WHAT THE TASK ASKS: Pick out the lines below with "bottom" and list them.

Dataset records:
▬▬▬▬▬▬▬▬▬▬

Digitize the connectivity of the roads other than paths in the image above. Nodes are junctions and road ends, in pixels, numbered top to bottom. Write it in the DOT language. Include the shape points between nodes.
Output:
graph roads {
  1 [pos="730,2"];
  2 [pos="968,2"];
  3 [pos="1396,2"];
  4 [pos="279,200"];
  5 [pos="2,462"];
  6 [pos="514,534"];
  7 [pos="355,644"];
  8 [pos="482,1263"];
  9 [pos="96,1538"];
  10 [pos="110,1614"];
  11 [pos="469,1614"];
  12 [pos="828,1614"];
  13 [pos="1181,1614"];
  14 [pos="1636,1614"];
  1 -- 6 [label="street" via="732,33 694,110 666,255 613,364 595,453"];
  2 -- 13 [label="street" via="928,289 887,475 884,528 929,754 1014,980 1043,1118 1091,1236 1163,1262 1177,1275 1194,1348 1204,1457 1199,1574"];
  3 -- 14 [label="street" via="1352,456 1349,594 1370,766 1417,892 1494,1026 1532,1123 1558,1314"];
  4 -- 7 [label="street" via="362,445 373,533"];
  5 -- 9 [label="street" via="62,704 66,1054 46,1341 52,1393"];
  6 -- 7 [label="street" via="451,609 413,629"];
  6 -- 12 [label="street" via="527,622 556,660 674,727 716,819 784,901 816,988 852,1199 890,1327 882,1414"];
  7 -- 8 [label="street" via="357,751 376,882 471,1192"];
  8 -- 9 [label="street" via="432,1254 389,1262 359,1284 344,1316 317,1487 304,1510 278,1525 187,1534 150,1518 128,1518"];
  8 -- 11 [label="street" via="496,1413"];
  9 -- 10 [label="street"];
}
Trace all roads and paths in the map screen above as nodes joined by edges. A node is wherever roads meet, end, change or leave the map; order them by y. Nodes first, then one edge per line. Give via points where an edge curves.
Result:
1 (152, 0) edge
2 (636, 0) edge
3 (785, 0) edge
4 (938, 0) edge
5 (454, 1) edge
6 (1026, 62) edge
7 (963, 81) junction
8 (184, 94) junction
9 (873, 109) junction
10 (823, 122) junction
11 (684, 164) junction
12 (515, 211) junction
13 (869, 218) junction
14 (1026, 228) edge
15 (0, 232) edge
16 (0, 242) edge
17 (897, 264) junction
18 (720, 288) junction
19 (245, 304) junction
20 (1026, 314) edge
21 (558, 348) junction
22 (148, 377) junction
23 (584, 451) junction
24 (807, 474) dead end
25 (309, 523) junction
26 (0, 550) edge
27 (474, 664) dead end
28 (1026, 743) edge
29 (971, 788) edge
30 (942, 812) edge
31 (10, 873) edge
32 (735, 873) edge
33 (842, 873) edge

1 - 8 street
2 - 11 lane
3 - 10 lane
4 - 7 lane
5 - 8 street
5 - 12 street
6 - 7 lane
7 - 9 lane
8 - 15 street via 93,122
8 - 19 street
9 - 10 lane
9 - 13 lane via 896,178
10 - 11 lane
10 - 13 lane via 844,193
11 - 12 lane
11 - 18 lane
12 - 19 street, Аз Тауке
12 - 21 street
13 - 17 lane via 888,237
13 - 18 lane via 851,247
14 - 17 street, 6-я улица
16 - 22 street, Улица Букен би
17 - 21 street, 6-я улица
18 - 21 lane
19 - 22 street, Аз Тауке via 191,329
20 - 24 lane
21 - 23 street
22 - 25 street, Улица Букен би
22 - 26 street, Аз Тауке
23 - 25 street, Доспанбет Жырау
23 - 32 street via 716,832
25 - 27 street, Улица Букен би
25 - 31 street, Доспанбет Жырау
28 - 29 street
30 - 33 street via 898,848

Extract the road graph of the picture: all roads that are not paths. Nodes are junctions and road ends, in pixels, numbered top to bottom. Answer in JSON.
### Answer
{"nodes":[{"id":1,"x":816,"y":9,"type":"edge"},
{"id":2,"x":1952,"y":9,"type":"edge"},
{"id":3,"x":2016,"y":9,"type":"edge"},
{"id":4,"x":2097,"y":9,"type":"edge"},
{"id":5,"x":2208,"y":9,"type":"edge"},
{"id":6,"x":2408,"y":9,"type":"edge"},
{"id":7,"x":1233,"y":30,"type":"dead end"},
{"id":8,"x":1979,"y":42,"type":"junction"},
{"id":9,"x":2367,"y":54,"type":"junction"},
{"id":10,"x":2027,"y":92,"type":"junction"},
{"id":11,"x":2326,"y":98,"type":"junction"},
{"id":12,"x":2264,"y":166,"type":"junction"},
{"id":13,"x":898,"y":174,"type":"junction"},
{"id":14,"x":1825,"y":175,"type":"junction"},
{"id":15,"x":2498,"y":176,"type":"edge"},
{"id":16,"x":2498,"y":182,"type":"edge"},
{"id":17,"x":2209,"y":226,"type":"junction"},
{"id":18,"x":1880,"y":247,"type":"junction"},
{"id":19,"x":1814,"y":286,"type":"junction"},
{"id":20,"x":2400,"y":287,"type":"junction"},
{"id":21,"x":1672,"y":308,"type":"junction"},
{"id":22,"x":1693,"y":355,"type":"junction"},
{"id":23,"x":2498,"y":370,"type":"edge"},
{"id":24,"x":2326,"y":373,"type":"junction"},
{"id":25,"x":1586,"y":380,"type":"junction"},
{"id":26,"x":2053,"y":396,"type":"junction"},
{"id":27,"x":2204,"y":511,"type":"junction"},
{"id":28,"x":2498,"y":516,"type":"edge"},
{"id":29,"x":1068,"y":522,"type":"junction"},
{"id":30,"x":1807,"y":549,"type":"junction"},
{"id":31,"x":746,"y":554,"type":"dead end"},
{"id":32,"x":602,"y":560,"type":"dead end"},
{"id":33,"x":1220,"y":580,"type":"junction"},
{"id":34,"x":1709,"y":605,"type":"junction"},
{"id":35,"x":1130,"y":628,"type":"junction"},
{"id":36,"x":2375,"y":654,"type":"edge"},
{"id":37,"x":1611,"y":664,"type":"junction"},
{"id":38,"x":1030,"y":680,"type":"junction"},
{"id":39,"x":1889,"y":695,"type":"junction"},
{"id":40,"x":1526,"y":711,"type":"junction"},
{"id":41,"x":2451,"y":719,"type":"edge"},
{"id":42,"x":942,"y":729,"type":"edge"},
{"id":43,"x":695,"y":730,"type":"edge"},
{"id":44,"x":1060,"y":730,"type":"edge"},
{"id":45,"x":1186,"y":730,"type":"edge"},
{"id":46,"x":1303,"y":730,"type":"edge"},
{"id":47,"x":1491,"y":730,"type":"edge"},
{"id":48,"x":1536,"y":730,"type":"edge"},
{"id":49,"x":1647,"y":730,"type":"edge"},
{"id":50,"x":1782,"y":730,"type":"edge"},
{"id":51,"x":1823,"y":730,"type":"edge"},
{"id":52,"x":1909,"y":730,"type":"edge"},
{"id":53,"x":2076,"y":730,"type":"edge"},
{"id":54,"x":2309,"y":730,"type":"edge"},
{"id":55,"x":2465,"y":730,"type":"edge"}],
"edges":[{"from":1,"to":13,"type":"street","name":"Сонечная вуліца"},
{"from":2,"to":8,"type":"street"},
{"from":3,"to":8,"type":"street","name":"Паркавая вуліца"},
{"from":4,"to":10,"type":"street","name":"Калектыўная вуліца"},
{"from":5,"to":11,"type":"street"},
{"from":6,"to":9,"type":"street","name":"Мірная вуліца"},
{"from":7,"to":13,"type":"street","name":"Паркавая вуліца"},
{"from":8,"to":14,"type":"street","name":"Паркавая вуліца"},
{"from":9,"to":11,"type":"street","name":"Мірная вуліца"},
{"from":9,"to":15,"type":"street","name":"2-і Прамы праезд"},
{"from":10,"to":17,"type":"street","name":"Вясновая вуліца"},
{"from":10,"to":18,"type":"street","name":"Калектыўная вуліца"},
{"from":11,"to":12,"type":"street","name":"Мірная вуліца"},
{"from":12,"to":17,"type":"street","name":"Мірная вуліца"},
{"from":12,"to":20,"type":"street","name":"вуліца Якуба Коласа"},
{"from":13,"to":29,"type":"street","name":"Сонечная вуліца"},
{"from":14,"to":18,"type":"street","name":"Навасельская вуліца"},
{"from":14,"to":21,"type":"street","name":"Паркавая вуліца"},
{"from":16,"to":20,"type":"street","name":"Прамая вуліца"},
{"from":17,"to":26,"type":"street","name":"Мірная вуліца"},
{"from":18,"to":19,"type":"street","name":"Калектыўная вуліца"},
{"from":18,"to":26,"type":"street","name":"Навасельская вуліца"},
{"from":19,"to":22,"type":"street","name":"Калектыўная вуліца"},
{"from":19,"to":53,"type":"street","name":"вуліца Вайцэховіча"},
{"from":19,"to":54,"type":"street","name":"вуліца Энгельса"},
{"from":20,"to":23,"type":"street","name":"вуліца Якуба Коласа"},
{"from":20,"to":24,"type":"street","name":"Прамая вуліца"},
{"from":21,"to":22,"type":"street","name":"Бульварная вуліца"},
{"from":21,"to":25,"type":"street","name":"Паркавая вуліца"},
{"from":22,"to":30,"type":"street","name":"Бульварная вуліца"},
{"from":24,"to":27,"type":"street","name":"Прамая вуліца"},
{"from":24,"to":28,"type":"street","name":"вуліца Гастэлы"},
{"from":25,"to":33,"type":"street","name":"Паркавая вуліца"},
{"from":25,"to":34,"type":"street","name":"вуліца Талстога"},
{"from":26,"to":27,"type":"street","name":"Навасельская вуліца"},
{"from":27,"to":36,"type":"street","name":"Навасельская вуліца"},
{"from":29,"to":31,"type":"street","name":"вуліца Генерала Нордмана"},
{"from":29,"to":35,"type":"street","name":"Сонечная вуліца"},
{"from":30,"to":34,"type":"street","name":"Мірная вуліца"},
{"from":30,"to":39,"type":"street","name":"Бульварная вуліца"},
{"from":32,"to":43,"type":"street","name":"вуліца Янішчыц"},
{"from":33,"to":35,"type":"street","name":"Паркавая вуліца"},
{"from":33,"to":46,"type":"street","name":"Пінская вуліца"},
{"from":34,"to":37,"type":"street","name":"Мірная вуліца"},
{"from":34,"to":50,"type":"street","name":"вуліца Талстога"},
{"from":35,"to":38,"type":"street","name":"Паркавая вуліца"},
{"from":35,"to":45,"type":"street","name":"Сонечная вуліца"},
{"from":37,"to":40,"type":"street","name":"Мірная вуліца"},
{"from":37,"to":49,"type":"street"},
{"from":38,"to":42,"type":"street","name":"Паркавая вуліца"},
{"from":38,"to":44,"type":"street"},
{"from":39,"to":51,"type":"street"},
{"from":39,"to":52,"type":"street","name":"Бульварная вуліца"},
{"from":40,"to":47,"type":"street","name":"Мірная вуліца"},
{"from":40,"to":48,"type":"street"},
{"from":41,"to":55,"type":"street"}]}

▬▬▬▬▬▬▬▬▬▬

THE ANSWER:
Digitize the connectivity of the roads other than paths in the image above. Nodes are junctions and road ends, in pixels, numbered top to bottom. Write it in the DOT language. Include the shape points between nodes.
Extract the road graph of the picture: all roads that are not paths. Nodes are junctions and road ends, in pixels, numbered top to bottom. Answer in JSON.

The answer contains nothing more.